7. Il résulte de ce qui précède qu’il y a lieu d’enjoindre au préfet de la Seine-Saint-Denis de communiquer à Mme A B épouse C, dans un délai de quinze jours à compter de la notification de la présente ordonnance, une date de rendez-vous en vue du dépôt de sa demande de renouvellement de son titre de séjour et, sous réserve de la complétude de son dossier, de lui délivrer à cette occasion un récépissé de demande de titre de séjour en application de l’article R. 431-12 du code de l’entrée et du séjour des étrangers et du droit d’asile. Il n’y a pas lieu en revanche d’assortir cette injonction d’une astreinte.
Sur les frais du litige :
8. Il y a lieu, dans les circonstances de l’espèce, de mettre à la charge de l’Etat une somme de 500 euros au titre des frais exposés par Mme A B épouse C et non compris dans les dépens sur le fondement des dispositions de l’article L. 761-1 du code de justice administrative.
O R D O N N E :
Article 1er : Il est enjoint au préfet de la Seine-Saint-Denis de communiquer à Mme A B épouse C, dans un délai de quinze jours à compter de la notification de la présente ordonnance, une date de rendez-vous en vue du dépôt de sa demande de renouvellement de son titre de séjour et, sous réserve de la complétude de son dossier, de lui délivrer à cette occasion un récépissé de demande de titre de séjour.
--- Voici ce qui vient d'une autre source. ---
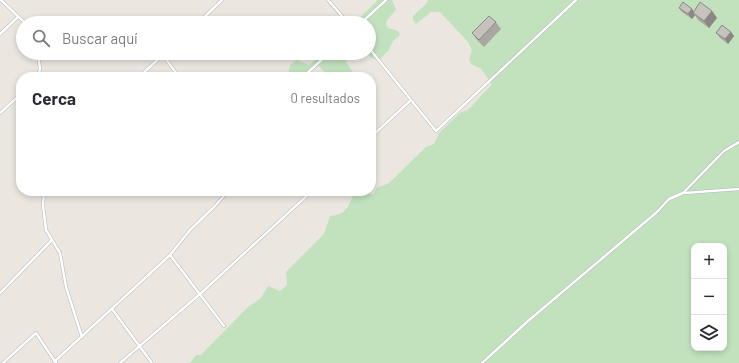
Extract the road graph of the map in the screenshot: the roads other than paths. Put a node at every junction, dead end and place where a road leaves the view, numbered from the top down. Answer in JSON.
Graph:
{"nodes":[{"id":1,"x":0,"y":0,"type":"edge"},
{"id":2,"x":222,"y":0,"type":"edge"},
{"id":3,"x":328,"y":0,"type":"edge"},
{"id":4,"x":386,"y":0,"type":"edge"},
{"id":5,"x":576,"y":0,"type":"edge"},
{"id":6,"x":17,"y":16,"type":"edge"},
{"id":7,"x":205,"y":16,"type":"edge"},
{"id":8,"x":342,"y":16,"type":"edge"},
{"id":9,"x":369,"y":16,"type":"edge"},
{"id":10,"x":16,"y":19,"type":"edge"},
{"id":11,"x":0,"y":34,"type":"edge"},
{"id":12,"x":376,"y":57,"type":"edge"},
{"id":13,"x":39,"y":60,"type":"edge"},
{"id":14,"x":157,"y":60,"type":"edge"},
{"id":15,"x":168,"y":60,"type":"edge"},
{"id":16,"x":321,"y":60,"type":"edge"},
{"id":17,"x":39,"y":72,"type":"edge"},
{"id":18,"x":144,"y":72,"type":"edge"},
{"id":19,"x":176,"y":72,"type":"edge"},
{"id":20,"x":308,"y":72,"type":"edge"},
{"id":21,"x":16,"y":99,"type":"edge"},
{"id":22,"x":411,"y":100,"type":"junction"},
{"id":23,"x":0,"y":113,"type":"edge"},
{"id":24,"x":376,"y":132,"type":"edge"},
{"id":25,"x":739,"y":142,"type":"edge"},
{"id":26,"x":739,"y":189,"type":"edge"},
{"id":27,"x":684,"y":193,"type":"junction"},
{"id":28,"x":44,"y":196,"type":"edge"},
{"id":29,"x":224,"y":196,"type":"edge"},
{"id":30,"x":307,"y":196,"type":"edge"},
{"id":31,"x":52,"y":240,"type":"junction"},
{"id":32,"x":170,"y":255,"type":"junction"},
{"id":33,"x":0,"y":293,"type":"edge"},
{"id":34,"x":200,"y":294,"type":"junction"},
{"id":35,"x":112,"y":309,"type":"junction"},
{"id":36,"x":224,"y":326,"type":"dead end"},
{"id":37,"x":82,"y":336,"type":"junction"},
{"id":38,"x":140,"y":347,"type":"junction"},
{"id":39,"x":55,"y":362,"type":"edge"},
{"id":40,"x":3,"y":363,"type":"edge"},
{"id":41,"x":120,"y":363,"type":"edge"},
{"id":42,"x":152,"y":363,"type":"edge"},
{"id":43,"x":482,"y":363,"type":"edge"}],
"edges":[{"from":1,"to":6,"type":"lane"},
{"from":2,"to":7,"type":"lane"},
{"from":3,"to":8,"type":"lane"},
{"from":4,"to":9,"type":"lane"},
{"from":5,"to":22,"type":"lane"},
{"from":10,"to":11,"type":"lane"},
{"from":12,"to":22,"type":"lane"},
{"from":13,"to":17,"type":"lane"},
{"from":14,"to":18,"type":"lane"},
{"from":15,"to":19,"type":"lane"},
{"from":16,"to":20,"type":"lane"},
{"from":21,"to":23,"type":"lane"},
{"from":22,"to":24,"type":"lane"},
{"from":25,"to":27,"type":"lane"},
{"from":26,"to":27,"type":"lane"},
{"from":27,"to":43,"type":"lane"},
{"from":28,"to":31,"type":"lane"},
{"from":29,"to":32,"type":"lane"},
{"from":30,"to":34,"type":"lane"},
{"from":31,"to":33,"type":"lane"},
{"from":31,"to":37,"type":"lane"},
{"from":32,"to":34,"type":"lane"},
{"from":32,"to":35,"type":"lane"},
{"from":34,"to":36,"type":"lane"},
{"from":34,"to":38,"type":"lane"},
{"from":35,"to":37,"type":"lane"},
{"from":35,"to":38,"type":"lane"},
{"from":37,"to":39,"type":"lane"},
{"from":38,"to":41,"type":"lane"},
{"from":38,"to":42,"type":"lane"},
{"from":39,"to":40,"type":"lane"}]}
Article 2 : L’Etat versera à Mme A B épouse C la somme de 500 euros au titre de l’article L. 761-1 du code de justice administrative.
Article 3 : Le surplus des conclusions de la requête est rejeté.
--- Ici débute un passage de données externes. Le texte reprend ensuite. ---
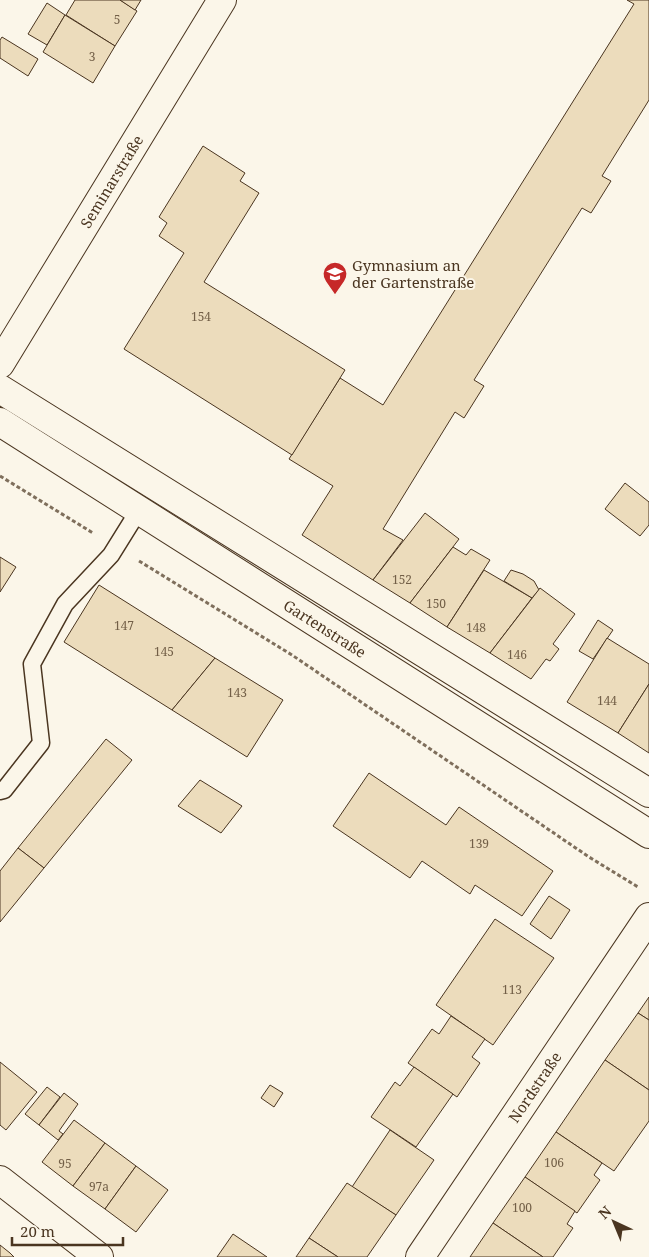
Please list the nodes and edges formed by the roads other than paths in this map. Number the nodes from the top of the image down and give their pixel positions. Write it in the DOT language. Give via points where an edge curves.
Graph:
graph roads {
  1 [pos="222,0"];
  2 [pos="0,364"];
  3 [pos="0,389"];
  4 [pos="0,422"];
  5 [pos="139,510"];
  6 [pos="0,791"];
  7 [pos="649,793"];
  8 [pos="649,834"];
  9 [pos="649,916"];
  10 [pos="0,1180"];
  11 [pos="99,1257"];
  12 [pos="420,1257"];
  1 -- 2 [label="main road, Seminarstraße"];
  3 -- 7 [label="main road, Gartenstraße"];
  4 -- 5 [label="main road, Gartenstraße"];
  5 -- 6 [label="lane" via="111,555 65,604 32,664 41,743"];
  5 -- 8 [label="main road, Gartenstraße"];
  9 -- 12 [label="main road, Nordstraße"];
  10 -- 11 [label="main road"];
}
Article 4 : La présente ordonnance sera notifiée à Mme D A B épouse C et au ministre de l’intérieur.
Copie en sera adressée au préfet de la Seine-Saint-Denis.
Fait à Montreuil, le 14 novembre 2024.
La juge des référés,
A-S. Mach
La République mande et ordonne au ministre de l’intérieur, en ce qui le concerne, et à tous commissaires de justice à ce requis en ce qui concerne les voies de droit commun contre les parties privées, de pourvoir à l’exécution de la présente décision.